Valuation Methodology for Consolidation

The price proposed for the consolidation will be the present value of the producing properties owned by each entity using current oil and gas price assumptions and a 10% discount factor, increased or reduced by outstanding debt, hedge positions and working capital. There are no imputed transaction costs or fees.  Each entity will be allocated a pro rata share of Legacy based on these values.

For example, if a fund is valued at $200 and the total value of all entities is $1,000, then the investors in that entity would be allocated 20% of Legacy.  The valuation of the properties in each entity will be audited by an independent engineering firm.  Details on valuation will be distributed upon completion of the audit.


Legacy will have debt in its capital structure. The debt of the partnerships participating in the consolidation will be assumed by Legacy. In addition, Legacy may borrow funds to acquire additional properties in the future. The total debt of Legacy is estimated to be in the range of 30% of total asset value.
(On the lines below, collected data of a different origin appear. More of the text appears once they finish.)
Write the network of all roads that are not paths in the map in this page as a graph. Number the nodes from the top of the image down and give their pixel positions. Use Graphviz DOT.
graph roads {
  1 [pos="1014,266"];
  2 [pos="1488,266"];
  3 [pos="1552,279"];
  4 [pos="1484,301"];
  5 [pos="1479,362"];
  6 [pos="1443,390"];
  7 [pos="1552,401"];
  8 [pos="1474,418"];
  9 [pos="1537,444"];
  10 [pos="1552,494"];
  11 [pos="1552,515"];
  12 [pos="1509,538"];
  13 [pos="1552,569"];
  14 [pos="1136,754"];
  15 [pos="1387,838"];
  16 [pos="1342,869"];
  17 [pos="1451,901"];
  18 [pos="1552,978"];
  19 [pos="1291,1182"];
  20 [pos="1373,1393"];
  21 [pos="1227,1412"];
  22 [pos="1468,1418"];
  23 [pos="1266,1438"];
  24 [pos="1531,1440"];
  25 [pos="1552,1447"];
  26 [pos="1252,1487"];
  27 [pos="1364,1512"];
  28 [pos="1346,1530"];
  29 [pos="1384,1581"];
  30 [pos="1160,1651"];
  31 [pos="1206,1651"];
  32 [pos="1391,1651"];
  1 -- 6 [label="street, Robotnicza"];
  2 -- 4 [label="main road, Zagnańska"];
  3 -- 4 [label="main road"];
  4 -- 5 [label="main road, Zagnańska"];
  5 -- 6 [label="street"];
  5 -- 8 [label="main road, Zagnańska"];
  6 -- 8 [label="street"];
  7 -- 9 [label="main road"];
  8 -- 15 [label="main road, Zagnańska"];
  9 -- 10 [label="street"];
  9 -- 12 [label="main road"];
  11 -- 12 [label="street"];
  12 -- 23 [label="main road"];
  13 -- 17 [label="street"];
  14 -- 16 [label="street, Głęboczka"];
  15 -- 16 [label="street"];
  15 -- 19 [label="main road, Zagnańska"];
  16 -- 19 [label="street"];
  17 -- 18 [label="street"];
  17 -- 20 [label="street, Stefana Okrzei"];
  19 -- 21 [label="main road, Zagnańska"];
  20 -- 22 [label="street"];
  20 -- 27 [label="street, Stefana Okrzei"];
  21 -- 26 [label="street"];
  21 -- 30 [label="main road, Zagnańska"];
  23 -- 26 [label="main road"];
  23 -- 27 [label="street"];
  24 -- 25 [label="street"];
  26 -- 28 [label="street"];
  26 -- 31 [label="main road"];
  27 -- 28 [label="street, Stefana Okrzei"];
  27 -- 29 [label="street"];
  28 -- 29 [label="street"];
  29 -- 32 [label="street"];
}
Legacy will assume the existing hedge positions of the four participating entities. The hedge positions are included in the economic analysis.  The settlement value at the time of closing will be “netted” from the allocation value.

Consolidation Process

Investors and financial advisors will receive a Private Placement Memorandum for Five States Legacy Fund, LLC.  They will also receive a schedule of their pro rata share of the calculated value of their interests in the entities being consolidated. Investors will be asked to vote for the consolidation.  They will also be asked to indicate whether they will participate in the consolidation or liquidate.

Following are approximate dates anticipated in the consolidation process:

June 2018                 Private Placement Memorandums distributed

August 2018             Ballots from all investors due back to Five States

December 2018        Effective date of consolidation


Five States senior management continues to believe that high quality domestic oil and natural gas properties are an attractive long-term component to a diversified portfolio. Jim and I plan to continue operating Five States into the foreseeable future for ourselves, our families and our investors who share our expectations and investment philosophy.  We believe that we are on the cusp of a very good period for making new oil and gas investments.
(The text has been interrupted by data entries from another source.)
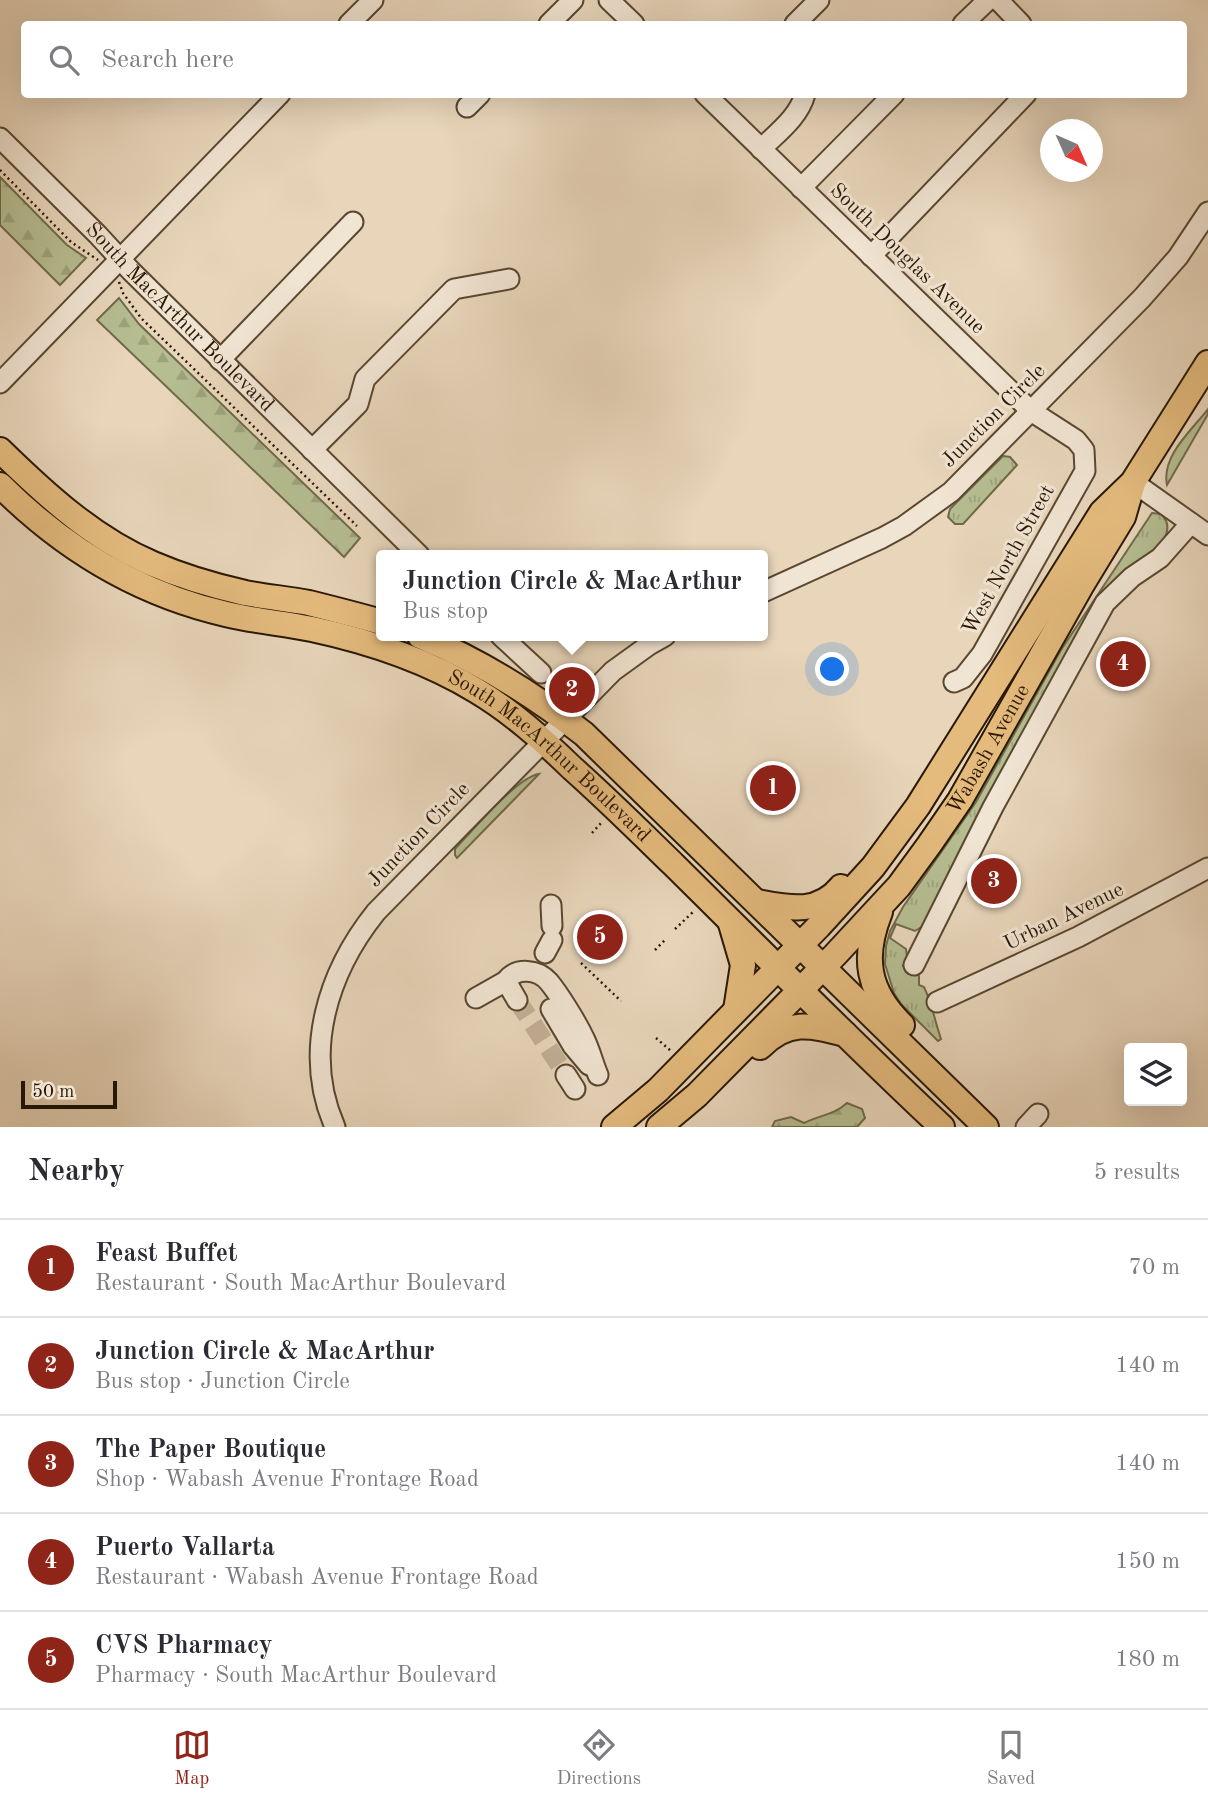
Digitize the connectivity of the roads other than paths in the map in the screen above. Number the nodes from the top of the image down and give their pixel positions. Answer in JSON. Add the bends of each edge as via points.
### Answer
{"nodes":[{"id":1,"x":373,"y":0,"type":"edge"},
{"id":2,"x":573,"y":0,"type":"edge"},
{"id":3,"x":609,"y":0,"type":"edge"},
{"id":4,"x":819,"y":0,"type":"edge"},
{"id":5,"x":988,"y":0,"type":"edge"},
{"id":6,"x":998,"y":0,"type":"edge"},
{"id":7,"x":352,"y":21,"type":"edge"},
{"id":8,"x":552,"y":21,"type":"edge"},
{"id":9,"x":631,"y":21,"type":"edge"},
{"id":10,"x":798,"y":21,"type":"edge"},
{"id":11,"x":966,"y":21,"type":"edge"},
{"id":12,"x":1018,"y":21,"type":"edge"},
{"id":13,"x":276,"y":98,"type":"edge"},
{"id":14,"x":709,"y":98,"type":"edge"},
{"id":15,"x":804,"y":98,"type":"edge"},
{"id":16,"x":890,"y":98,"type":"edge"},
{"id":17,"x":1022,"y":98,"type":"edge"},
{"id":18,"x":0,"y":138,"type":"edge"},
{"id":19,"x":761,"y":149,"type":"junction"},
{"id":20,"x":801,"y":188,"type":"junction"},
{"id":21,"x":1208,"y":212,"type":"edge"},
{"id":22,"x":352,"y":222,"type":"dead end"},
{"id":23,"x":871,"y":256,"type":"junction"},
{"id":24,"x":119,"y":259,"type":"junction"},
{"id":25,"x":509,"y":279,"type":"dead end"},
{"id":26,"x":220,"y":360,"type":"junction"},
{"id":27,"x":1208,"y":363,"type":"edge"},
{"id":28,"x":0,"y":383,"type":"edge"},
{"id":29,"x":1031,"y":411,"type":"junction"},
{"id":30,"x":0,"y":450,"type":"edge"},
{"id":31,"x":312,"y":450,"type":"junction"},
{"id":32,"x":1084,"y":450,"type":"joint"},
{"id":33,"x":1133,"y":482,"type":"junction"},
{"id":34,"x":0,"y":485,"type":"edge"},
{"id":35,"x":1191,"y":523,"type":"junction"},
{"id":36,"x":1208,"y":536,"type":"edge"},
{"id":37,"x":412,"y":550,"type":"edge"},
{"id":38,"x":768,"y":590,"type":"edge"},
{"id":39,"x":376,"y":621,"type":"edge"},
{"id":40,"x":431,"y":641,"type":"edge"},
{"id":41,"x":506,"y":641,"type":"edge"},
{"id":42,"x":657,"y":641,"type":"edge"},
{"id":43,"x":541,"y":673,"type":"dead end"},
{"id":44,"x":954,"y":682,"type":"dead end"},
{"id":45,"x":565,"y":719,"type":"junction"},
{"id":46,"x":543,"y":740,"type":"junction"},
{"id":47,"x":937,"y":777,"type":"junction"},
{"id":48,"x":1208,"y":868,"type":"edge"},
{"id":49,"x":895,"y":890,"type":"junction"},
{"id":50,"x":757,"y":902,"type":"junction"},
{"id":51,"x":551,"y":905,"type":"dead end"},
{"id":52,"x":730,"y":919,"type":"junction"},
{"id":53,"x":550,"y":940,"type":"dead end"},
{"id":54,"x":800,"y":945,"type":"junction"},
{"id":55,"x":914,"y":965,"type":"dead end"},
{"id":56,"x":778,"y":967,"type":"junction"},
{"id":57,"x":823,"y":967,"type":"junction"},
{"id":58,"x":506,"y":981,"type":"junction"},
{"id":59,"x":801,"y":990,"type":"junction"},
{"id":60,"x":477,"y":999,"type":"dead end"},
{"id":61,"x":517,"y":1000,"type":"tunnel mouth"},
{"id":62,"x":937,"y":1002,"type":"dead end"},
{"id":63,"x":736,"y":1011,"type":"junction"},
{"id":64,"x":846,"y":1034,"type":"junction"},
{"id":65,"x":598,"y":1075,"type":"dead end"},
{"id":66,"x":697,"y":1095,"type":"junction"},
{"id":67,"x":977,"y":1118,"type":"edge"},
{"id":68,"x":335,"y":1127,"type":"edge"},
{"id":69,"x":614,"y":1127,"type":"edge"},
{"id":70,"x":659,"y":1127,"type":"edge"},
{"id":71,"x":942,"y":1127,"type":"edge"}],
"edges":[{"from":1,"to":7,"type":"street"},
{"from":2,"to":8,"type":"street"},
{"from":3,"to":9,"type":"street"},
{"from":4,"to":10,"type":"street"},
{"from":5,"to":11,"type":"street"},
{"from":6,"to":12,"type":"street"},
{"from":13,"to":24,"type":"street"},
{"from":14,"to":19,"type":"street","name":"South Douglas Avenue"},
{"from":15,"to":19,"type":"street","via":[[794,116]]},
{"from":16,"to":20,"type":"street"},
{"from":17,"to":23,"type":"street"},
{"from":18,"to":24,"type":"street","name":"South MacArthur Boulevard"},
{"from":19,"to":20,"type":"street","name":"South Douglas Avenue"},
{"from":20,"to":23,"type":"street","name":"South Douglas Avenue"},
{"from":21,"to":29,"type":"street","name":"Junction Circle","via":[[1178,257],[1142,298]]},
{"from":22,"to":26,"type":"street"},
{"from":23,"to":29,"type":"street","name":"South Douglas Avenue"},
{"from":24,"to":26,"type":"street","name":"South MacArthur Boulevard"},
{"from":24,"to":28,"type":"street"},
{"from":25,"to":31,"type":"street","via":[[454,289],[365,379],[358,404]]},
{"from":26,"to":31,"type":"street","name":"South MacArthur Boulevard"},
{"from":27,"to":33,"type":"main road","name":"Wabash Avenue"},
{"from":29,"to":32,"type":"street","name":"South Douglas Avenue"},
{"from":29,"to":38,"type":"street","name":"Junction Circle","via":[[951,492],[904,526]]},
{"from":30,"to":39,"type":"main road","via":[[83,524],[151,564],[212,584]]},
{"from":31,"to":37,"type":"street","name":"South MacArthur Boulevard"},
{"from":32,"to":44,"type":"street","name":"West North Street","via":[[1085,471],[1051,534],[982,654],[963,678]]},
{"from":33,"to":35,"type":"street"},
{"from":33,"to":47,"type":"main road","name":"Wabash Avenue","via":[[1102,512]]},
{"from":33,"to":49,"type":"main road","name":"Wabash Avenue","via":[[1123,517],[960,800]]},
{"from":34,"to":46,"type":"main road","name":"South MacArthur Boulevard","via":[[70,545],[142,586],[227,614],[313,629],[399,655],[474,689]]},
{"from":35,"to":36,"type":"street"},
{"from":35,"to":55,"type":"street","via":[[1160,558],[1105,603],[993,807]]},
{"from":40,"to":45,"type":"main road","name":"South MacArthur Boulevard","via":[[481,664]]},
{"from":41,"to":43,"type":"street"},
{"from":42,"to":45,"type":"street","name":"Junction Circle","via":[[623,663]]},
{"from":45,"to":46,"type":"street","name":"Junction Circle"},
{"from":45,"to":50,"type":"main road","name":"South MacArthur Boulevard"},
{"from":46,"to":52,"type":"main road","name":"South MacArthur Boulevard"},
{"from":46,"to":68,"type":"street","name":"Junction Circle","via":[[355,938],[328,1001],[321,1039],[323,1083]]},
{"from":47,"to":50,"type":"main road","via":[[914,791],[873,849],[828,900],[803,909]]},
{"from":47,"to":54,"type":"main road","name":"Wabash Avenue","via":[[873,867]]},
{"from":48,"to":62,"type":"street","name":"Urban Avenue","via":[[1078,937]]},
{"from":49,"to":57,"type":"main road","name":"Wabash Avenue"},
{"from":49,"to":67,"type":"main road","via":[[881,912],[870,946],[875,987],[893,1016],[950,1071]]},
{"from":50,"to":54,"type":"main road","name":"South MacArthur Boulevard"},
{"from":51,"to":53,"type":"street"},
{"from":52,"to":56,"type":"main road","name":"South MacArthur Boulevard"},
{"from":52,"to":63,"type":"main road","via":[[743,965]]},
{"from":54,"to":56,"type":"main road","name":"Wabash Avenue"},
{"from":54,"to":57,"type":"main road","name":"South MacArthur Boulevard"},
{"from":56,"to":59,"type":"main road","name":"South MacArthur Boulevard"},
{"from":56,"to":63,"type":"main road","name":"Wabash Avenue"},
{"from":57,"to":59,"type":"main road","name":"Wabash Avenue"},
{"from":57,"to":67,"type":"main road","name":"South MacArthur Boulevard"},
{"from":58,"to":60,"type":"street"},
{"from":58,"to":61,"type":"street"},
{"from":58,"to":65,"type":"street","via":[[519,971],[547,979],[584,1038]]},
{"from":59,"to":64,"type":"main road","name":"South MacArthur Boulevard"},
{"from":59,"to":66,"type":"main road","name":"Wabash Avenue"},
{"from":63,"to":69,"type":"main road","name":"Wabash Avenue","via":[[658,1090]]},
{"from":64,"to":66,"type":"main road","via":[[808,1026],[778,1032],[718,1090]]},
{"from":64,"to":71,"type":"main road","name":"South MacArthur Boulevard"},
{"from":66,"to":70,"type":"main road"}]}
As with previous major corrections in the oil and natural gas markets, the rationalization of value has taken years. We are seeing credit tightening by many banks, tighter regulation of oil and gas loans by the OCC and bankruptcy of competitors.  We are also seeing capital rationing returning to the oil and gas markets, resulting in more conventional properties coming on the market than we have seen in a decade.  These are the conditions that are best for value investors like Five States.

Continuing to hold the portfolio of high quality long-lived assets through Legacy is consistent with that philosophy.  This proposal provides a good option for all investors.  Those who share our philosophy and expectations can continue to participate in owning these assets. For those who do not share our philosophy and expectations or who no longer wish to be invested in this sector, this proposal will provide a liquidity option over the next year.

The economic benefits of forming Legacy to “holders” include reduced overhead, no “dead deal cost” and strong understanding of the undeveloped reserve potential in a long-lived portfolio of producing properties.  For those choosing the cash tender option, there will be no commissions or fees burdening the sale, and the valuation includes appropriate risking (good value) of the undeveloped reserves and avoids the risk of discounted valuation on the sale of the small working interests.